Oxidative Stress Induced by Vdac Opening in Cancer Cells Depends on Cytosolic Free Tubulin and is Blocked by ROS Scavenging and Suppression of Superoxide Formation by Complex III

Background: Voltage dependent anion channels (VDAC) control flux of metabolites into mitochondria. Free α,β-tubulin decreases VDAC conductance and high free tubulin in cancer cells decreases mitochondrial membrane potential (ΔΨ).

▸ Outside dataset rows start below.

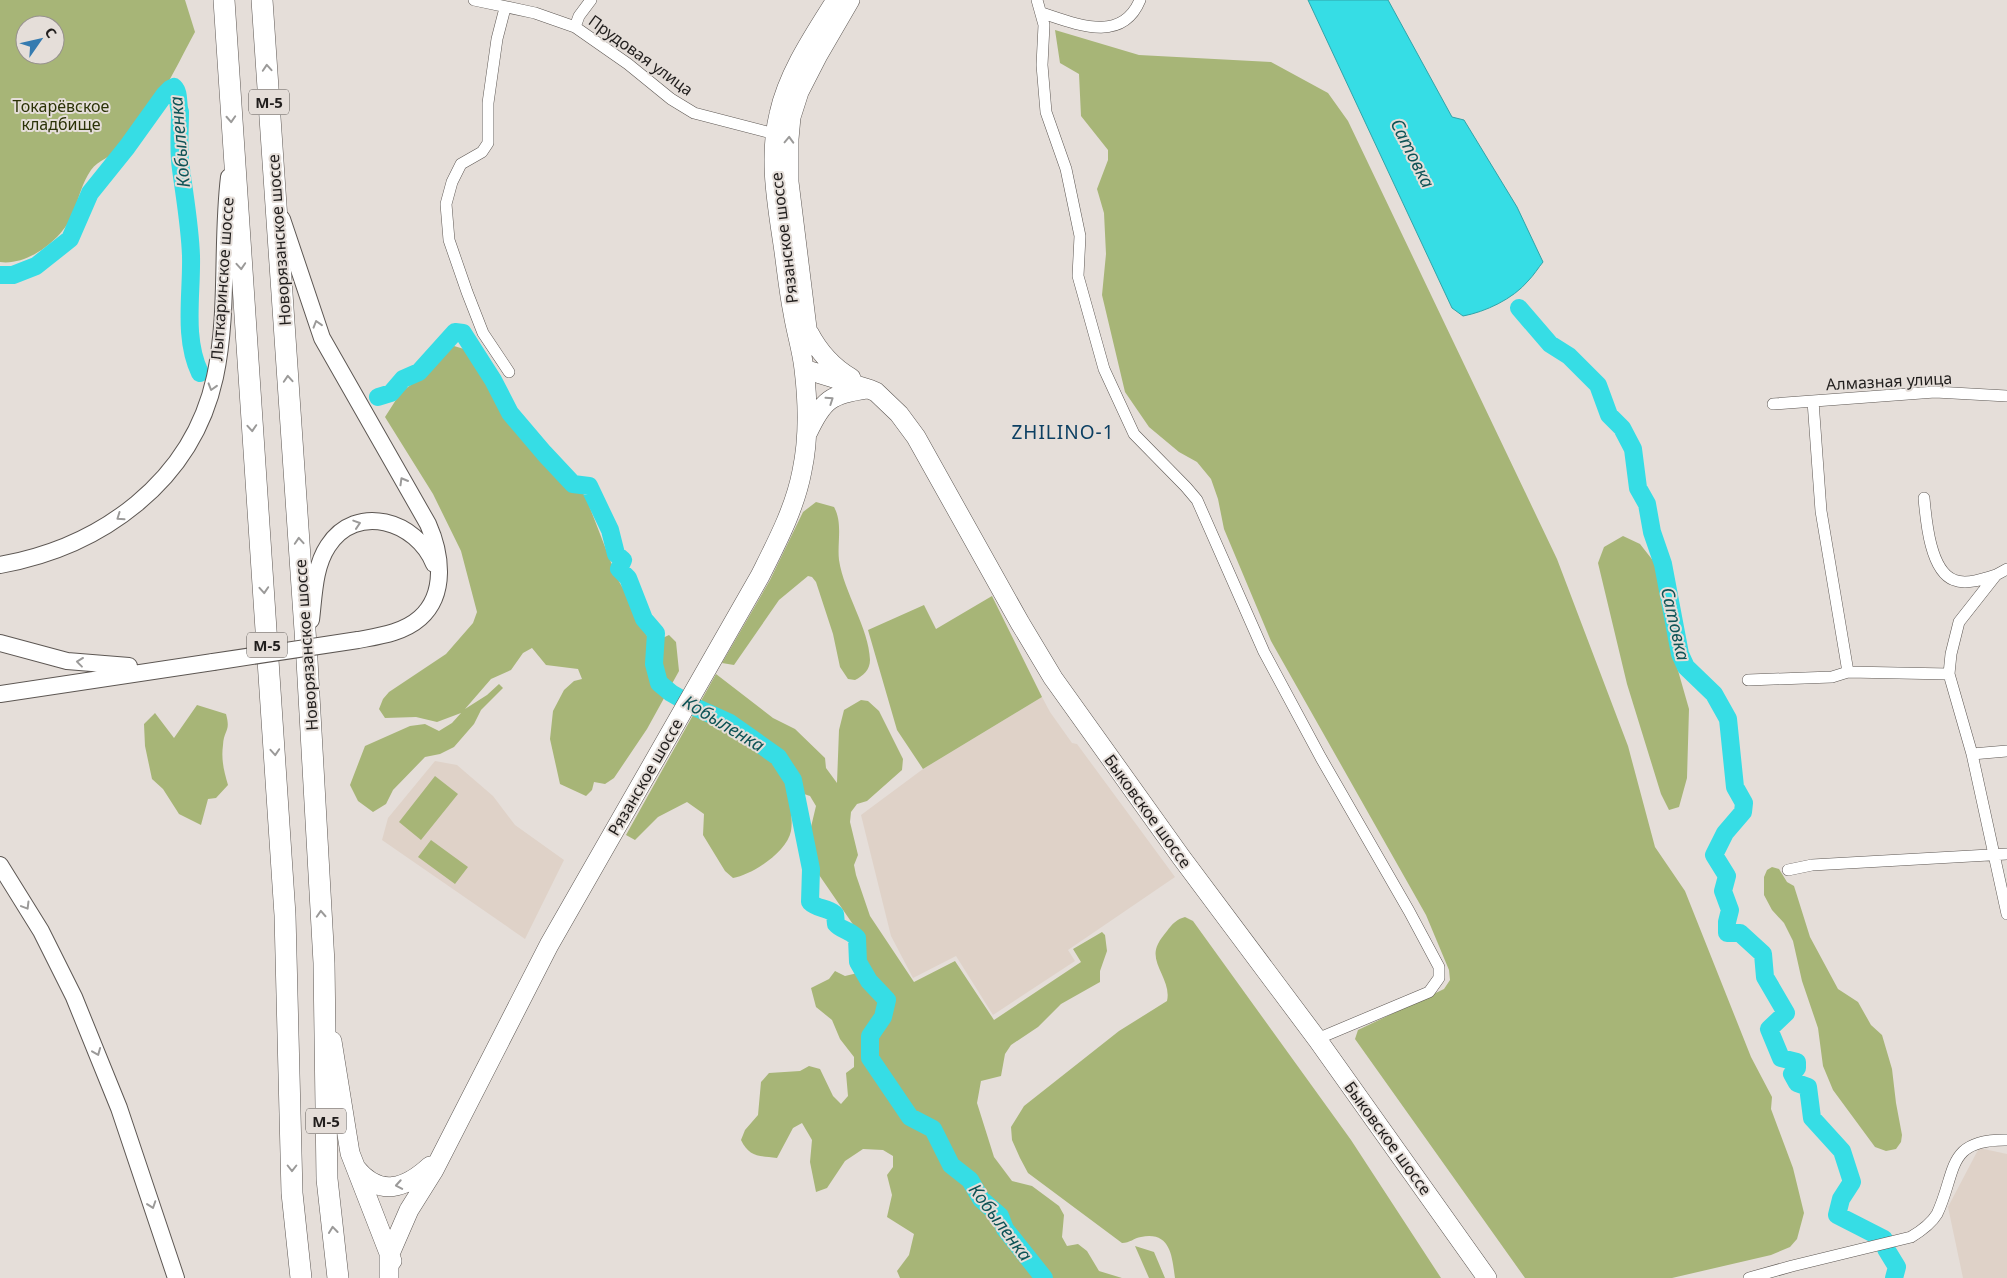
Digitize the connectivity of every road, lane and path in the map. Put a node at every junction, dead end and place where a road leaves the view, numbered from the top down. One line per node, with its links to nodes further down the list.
1 (224, 0): 13 (highway, М-5, one-way to 13)
2 (262, 0): 14 (highway, Новорязанское шоссе / М-5, one-way to 2)
3 (474, 0): 9 (street)
4 (591, 0): 11 (street, Прудовая улица)
5 (836, 0): 12 (main road, Рязанское шоссе)
6 (850, 0): 15 (main road, Рязанское шоссе, one-way to 6)
7 (1037, 0): 10 (street)
8 (1140, 0): 10 (street)
9 (506, 8): 11 (street); 17 (street)
10 (1042, 13): 43 (street)
11 (575, 27): 12 (street, Прудовая улица)
12 (775, 134): 16 (main road, Рязанское шоссе)
13 (233, 148): 24 (main road, Лыткаринское шоссе, one-way to 24); 48 (highway, М-5, one-way to 48)
14 (276, 204): 27 (main road, one-way to 14); 29 (highway, Новорязанское шоссе / М-5, one-way to 14)
15 (808, 333): 16 (main road, Рязанское шоссе); 18 (main road)
16 (804, 369): 18 (main road, Быковское шоссе); 22 (main road, Рязанское шоссе)
17 (509, 372)
18 (869, 389): 22 (main road, one-way to 18); 43 (main road, Быковское шоссе)
19 (2007, 396): 20 (street, Алмазная улица)
20 (1813, 401): 21 (street, Алмазная улица); 31 (street)
21 (1773, 404)
22 (807, 433): 45 (main road, Рязанское шоссе)
23 (1924, 498): 26 (street)
24 (0, 565)
25 (2007, 569): 26 (street)
26 (1996, 575): 32 (street)
27 (439, 576): 29 (main road, one-way to 27); 30 (main road, bridge)
28 (0, 643): 30 (main road, one-way to 28)
29 (307, 660): 42 (highway, Новорязанское шоссе / М-5, one-way to 29)
30 (163, 668): 34 (main road)
31 (1848, 672): 32 (street); 33 (street)
32 (1949, 674): 36 (street)
33 (1748, 680)
34 (0, 694)
35 (2007, 751): 36 (street)
36 (1972, 754): 37 (street)
37 (1994, 854): 38 (street); 40 (street); 41 (street)
38 (2007, 854)
39 (0, 865): 50 (main road, one-way to 50)
40 (1788, 870)
41 (2007, 914)
42 (324, 963): 46 (main road, Новорязанское шоссе / М-5); 53 (highway, М-5, one-way to 42)
43 (1317, 1039): 56 (main road, Быковское шоссе)
44 (2007, 1140): 57 (street)
45 (447, 1142): 46 (main road, one-way to 46); 47 (main road, Рязанское шоссе)
46 (355, 1167): 49 (main road, Новорязанское шоссе / М-5)
47 (434, 1170): 49 (main road, Рязанское шоссе); 55 (main road, Рязанское шоссе)
48 (292, 1193): 51 (main road); 52 (highway, М-5)
49 (389, 1256): 54 (main road); 55 (main road, Новорязанское шоссе / М-5)
50 (176, 1278)
51 (290, 1278)
52 (300, 1278)
53 (338, 1278)
54 (389, 1278)
55 (401, 1278)
56 (1487, 1278)
57 (1749, 1278)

Erastin antagonizes the inhibitory effect of tubulin on VDAC. Here, we hypothesized that erastin and erastin-like compounds (X1 and X2) discovered during high-throughput screening of a small molecule library, increase mitochondrial formation of reactive oxygen species (ROS) and activate c-jun N-terminal kinase (JNK), culminating in mitochondrial dysfunction and death of cancer cells. Our AIM was to evaluate the effects of N-acetyl-L-cysteine (NAC), S3QEL-3 and paclitaxel (PTX) on mitochondrial dysfunction induced by erastin/erastin-like compounds. Methods: Confocal fluorescence microscopy assessed ΔΨ (TMRM) and ROS (cmDCF; MitoSOX Red). JNK was assessed by Western blotting and cell killing by propidium iodide fluorometry. Results: In HepG2 and Huh 7 hepatocellular carcinoma cells, erastin and X1 increased ΔΨ and NAD(P)H and activated JNK with maximal phosphorylation within 1-2 h. Initial increases of ΔΨ were followed by mitochondrial depolarization occurring 1-2 h after X1 and X2 and 3-4 h after erastin. X1 did not alter free/polymerized tubulin. The microtubule stabilizer PTX (10 µM) depleted cytosolic free tubulin and prevented depolarization induced by X1. The antioxidant NAC (100 µM) blocked mitochondrial dysfunction and cell death induced by X1. S3QEL-3 (100 µM), a suppressor of superoxide production at site IIIQo and JNK inhibitor SP600125 prevented mitochondrial superoxide formation and mitochondrial dysfunction. Conclusion: Antagonists of VDAC-tubulin interaction promote mitochondrial metabolism and increase mitochondrial ROS formation, which in turn leads to JNK activation, mitochondrial dysfunction and selective death of cancer cells that is prevented by antioxidants and JNK inhibition.